Angelene Koid Sook Lee (centre) received The Critical Communication Association (TCCA) Young Engineer of the Year Award 2019 from Mr Tony Gray, Chief Executive of TCCA (right). On the left is journalist and television presenter David McLelland who hosted the awards ceremony.
“My parents were not highly educated and were always busy with their small business which involved collecting and selling recycled items. Struggling to put food on our table, they couldn’t help me much with my studies. Luckily, the year I spent in ‘Remove Class’ – because my grades were too low for Form 1 – helped me improve my language skills,” recalled Angelene who attended the SMK Mak Mandin secondary school.

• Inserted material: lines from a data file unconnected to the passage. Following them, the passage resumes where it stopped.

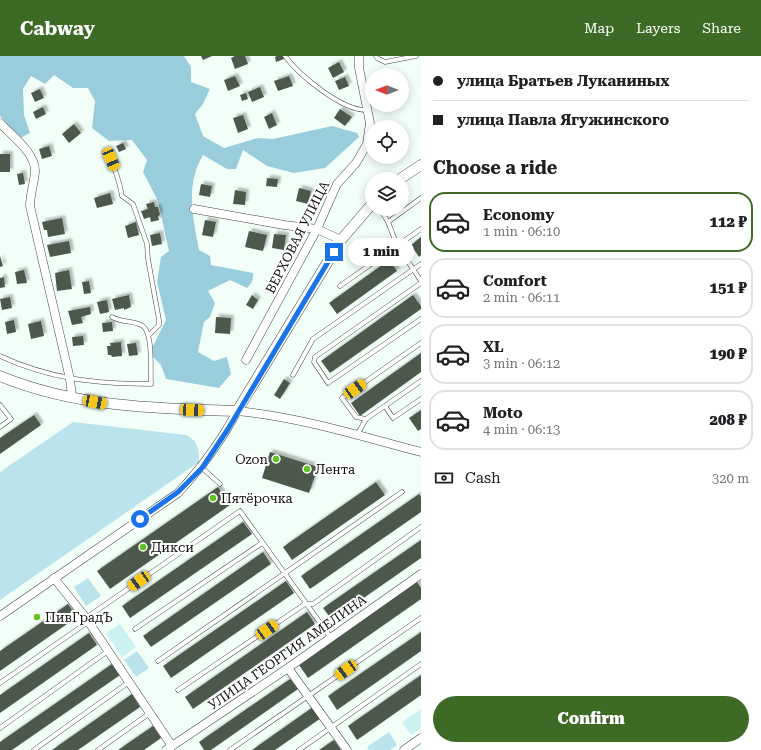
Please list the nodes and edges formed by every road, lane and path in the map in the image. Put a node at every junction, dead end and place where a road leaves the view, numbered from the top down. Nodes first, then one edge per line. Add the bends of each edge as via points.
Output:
1 (285, 56) edge
2 (359, 56) edge
3 (376, 56) edge
4 (416, 56) edge
5 (365, 100) edge
6 (365, 110) edge
7 (367, 112) edge
8 (0, 123) edge
9 (105, 152) dead end
10 (421, 165) edge
11 (409, 173) edge
12 (421, 198) edge
13 (194, 209) dead end
14 (365, 212) edge
15 (384, 216) edge
16 (388, 222) junction
17 (318, 229) junction
18 (421, 229) edge
19 (341, 240) junction
20 (397, 246) junction
21 (421, 264) edge
22 (413, 270) junction
23 (421, 282) edge
24 (340, 286) dead end
25 (112, 317) dead end
26 (421, 319) edge
27 (150, 334) junction
28 (421, 343) edge
29 (0, 356) edge
30 (246, 360) dead end
31 (293, 375) dead end
32 (0, 376) edge
33 (70, 379) junction
34 (421, 381) edge
35 (72, 397) junction
36 (421, 399) edge
37 (0, 405) edge
38 (385, 406) junction
39 (237, 411) junction
40 (366, 419) junction
41 (0, 427) edge
42 (357, 435) junction
43 (421, 452) edge
44 (202, 468) junction
45 (220, 484) dead end
46 (402, 492) dead end
47 (421, 528) edge
48 (262, 544) junction
49 (284, 574) junction
50 (421, 574) edge
51 (54, 578) junction
52 (306, 604) junction
53 (0, 616) edge
54 (421, 618) edge
55 (87, 620) junction
56 (135, 630) dead end
57 (331, 638) junction
58 (108, 651) junction
59 (158, 661) dead end
60 (421, 664) edge
61 (288, 668) junction
62 (129, 682) junction
63 (0, 683) edge
64 (178, 690) dead end
65 (309, 696) junction
66 (150, 713) junction
67 (0, 728) edge
68 (331, 728) junction
69 (421, 738) edge
70 (169, 748) edge
71 (34, 750) edge
72 (98, 750) edge
73 (230, 750) edge
74 (299, 750) edge
75 (346, 750) edge
76 (404, 750) edge

1 - 6 lane via 302,74 336,100
2 - 5 street, ВЕРХОВАЯ УЛИЦА
3 - 4 lane via 385,62
7 - 17 street, ВЕРХОВАЯ УЛИЦА via 370,123 367,144 356,163 337,184
8 - 33 street via 28,152 35,164 30,206
9 - 27 lane via 119,178 122,196 133,204 147,244 159,320 159,326
10 - 11 street
12 - 16 lane
13 - 17 street
14 - 19 street
15 - 16 lane
16 - 20 lane
17 - 19 street
17 - 30 street, ВЕРХОВАЯ УЛИЦА
18 - 20 lane
19 - 39 street
20 - 22 lane
20 - 24 lane
21 - 22 lane
22 - 23 lane
22 - 31 lane via 313,340
23 - 26 lane via 315,357 314,362 328,383
25 - 27 lane via 122,322 143,325
27 - 33 lane via 151,384 110,384
28 - 40 lane via 342,398 356,417
29 - 33 lane via 26,368
32 - 35 street
33 - 35 street
34 - 38 lane
35 - 39 street via 106,404
36 - 38 lane via 393,418
37 - 41 lane via 11,419
38 - 40 lane
39 - 42 street via 263,414
39 - 44 street
40 - 42 lane
42 - 43 street
44 - 45 lane
44 - 51 street via 178,492
46 - 49 lane
47 - 52 lane via 313,604
48 - 49 lane
48 - 55 lane via 240,512
48 - 56 lane
49 - 52 lane
49 - 59 lane
50 - 57 street, УЛИЦА ГЕОРГИЯ АМЕЛИНА
51 - 53 street
51 - 55 street
52 - 57 lane
52 - 64 lane
54 - 65 lane
55 - 58 street
55 - 63 lane
57 - 61 street, УЛИЦА ГЕОРГИЯ АМЕЛИНА
58 - 62 street
58 - 67 lane
60 - 68 lane
61 - 65 street
61 - 70 street, УЛИЦА ГЕОРГИЯ АМЕЛИНА
62 - 66 street
62 - 71 lane
65 - 68 street
65 - 73 lane
66 - 70 street
66 - 72 lane
68 - 74 lane
68 - 75 street
69 - 76 street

Having a great interest in Science subjects, Angelene scored As in Chemistry and Physics. But due to financial constraints, she was not able to study a Chemistry-based programme overseas. Instead, her parents enrolled her into a local institution closer to home – INTI International College Penang, where she pursued her Diploma in Microelectronic Engineering in 2008, followed by her Bachelor in Engineering (Hons) in Electrical & Electronic Engineering. Angelene graduated with a first-class honours degree in 2013.
“I remembered a particular year during college when the Motorola Solutions’ experts came to INTI. They demonstrated a drop test and water resilience test on their two-way radios for engineering students. I was so amazed and immediately wanted to be part of their engineering team to work on this fantastic technology,” Angelene explained.
She continued, “Luckily enough, a hiring manager from the company walked into our campus one day to recruit new engineers, and I got a job offer on the spot, right after the interview!”
Upon securing her dream job before graduation, Angelene, who describes herself as a “go-getter” who is “eager to make progress quickly”, was determined to work hard to prove herself in her career, from the very beginning.
“I do not give up easily when finding a solution to new issues or challenges. I tend to get very focused and immerse myself fully in the exploration process,” said Angelene, frankly.
Angelene attributes her strength and abilities to her sense of resilience. Diving into her passion for STEM, Angelene persistently works on upgrading TETRA radio features, debugging issues found by testers, actively involving herself in cross-component development, attending to customer issues and providing quality solutions. The project she is proudest of so far is the Norway-Sweden “Common cross border” feature. She was given the opportunity to lead a team in developing the first feature to enable seamless cross-country communications.
“I am also proud to have created devices that work for police officers regardless of which countries they are located in. These devices were required to handle both intense mobility and the easy location of terminals while using the different infrastructures of different countries. Bringing together different elements cohesively at the end of the project was one of the best moments in my technical career,” enthused Angelene, who has been promoted twice in her job within the last seven years.
“I am a firm believer in staying determined and never giving up. This award was a huge recognition of what I have contributed to the mission-critical communications industry so far, and motivates me to keep on striving to meet my goals in future. It has also encouraged me to continue inspiring female students to join the STEM industry, and to embrace emerging technologies including AI and IoT that will support the future growth and security of this industry,” said Angelene.
Keeping healthy has another important part of her success. She shared, “I jog every morning before going to work and maintain a healthy lifestyle. It gives me the energy to stay focused, and have the determination and belief in myself to succeed in life!”
Angelene is one of INTI’s many alumni who not only gained knowledge and competencies through their academic studies but were also empowered by industry experts to successfully launch their careers and accomplish their dreams to become leaders, innovators and game-changers of the future.